It has taken eight years, a great deal of heartache and not a little shame, but Dwain Chambers has finally made a completely clean break from his drugs-tainted past. The fastest man in Europe begins his chase for World Indoor Championship gold in Doha tomorrow with the full blessing of UK Athletics rather than as the curse of the domestic governing body of track and field. The reason? Chambers has severed all contact with Victor Conte, the Californian chemist who fuelled him with a Frankenstein-like cocktail of drugs through the summer track seasons of 2002 and 2003.

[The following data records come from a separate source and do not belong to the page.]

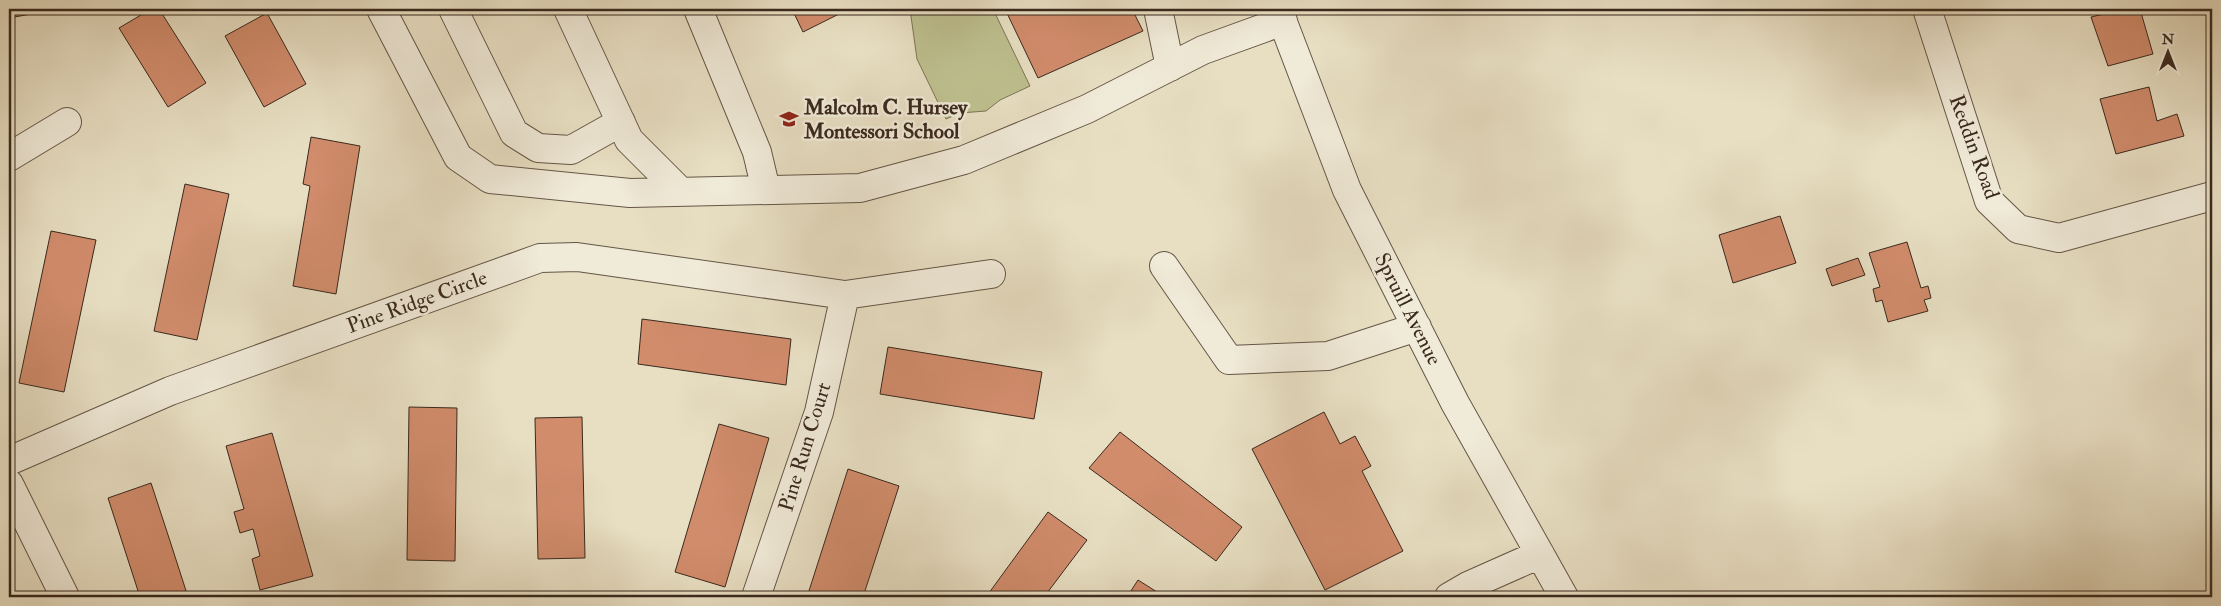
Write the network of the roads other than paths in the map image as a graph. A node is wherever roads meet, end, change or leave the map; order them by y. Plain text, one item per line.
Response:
1 (381, 9) edge
2 (453, 9) edge
3 (568, 9) edge
4 (698, 9) edge
5 (1158, 9) edge
6 (1927, 9) edge
7 (1280, 15) edge
8 (1170, 67) junction
9 (67, 122) dead end
10 (620, 122) junction
11 (530, 142) junction
12 (9, 156) edge
13 (521, 182) junction
14 (766, 190) junction
15 (681, 192) junction
16 (2212, 196) edge
17 (1164, 266) dead end
18 (991, 274) dead end
19 (844, 295) junction
20 (1417, 327) junction
21 (9, 461) edge
22 (9, 484) edge
23 (1540, 554) junction
24 (65, 597) edge
25 (756, 597) edge
26 (1449, 597) edge
27 (1564, 597) edge

1 - 13 street
2 - 11 street
3 - 10 street
4 - 14 street
5 - 8 street
6 - 16 street, Reddin Road
7 - 8 street
7 - 20 street, Spruill Avenue
8 - 14 street
9 - 12 street
10 - 11 street
10 - 15 street
11 - 13 street
13 - 15 street
14 - 15 street
17 - 20 street
18 - 19 street, Pine Ridge Circle
19 - 21 street, Pine Ridge Circle
19 - 25 street, Pine Run Court
20 - 23 street, Spruill Avenue
22 - 24 street
23 - 26 street
23 - 27 street, Spruill Avenue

It is seven years now since Chambers tested positive for the designer steroid Tetrahydrogestrinone and various other illicit products of Conte's Balco factory. It is four years since he first hit the comeback trail after serving a two-year suspension. And yet the 31-year-old north Londoner has continued to run under a cloud of controversy. In 2008, when he returned to the track after failing to make the American football grade with the Hamburg Sea Devils, he was treated like some kind of demonic creature by UK Athletics, whose chief executive, Niels de Vos, tried to ban him from the trials for that year's World Indoor Championships and reluctantly rubber-stamped his selection for the trip to Valencia only because he was obliged to so. There were no great celebrations among the Great Britain team officials when Chambers proceeded to take the silver medal in the 60m final in Spain.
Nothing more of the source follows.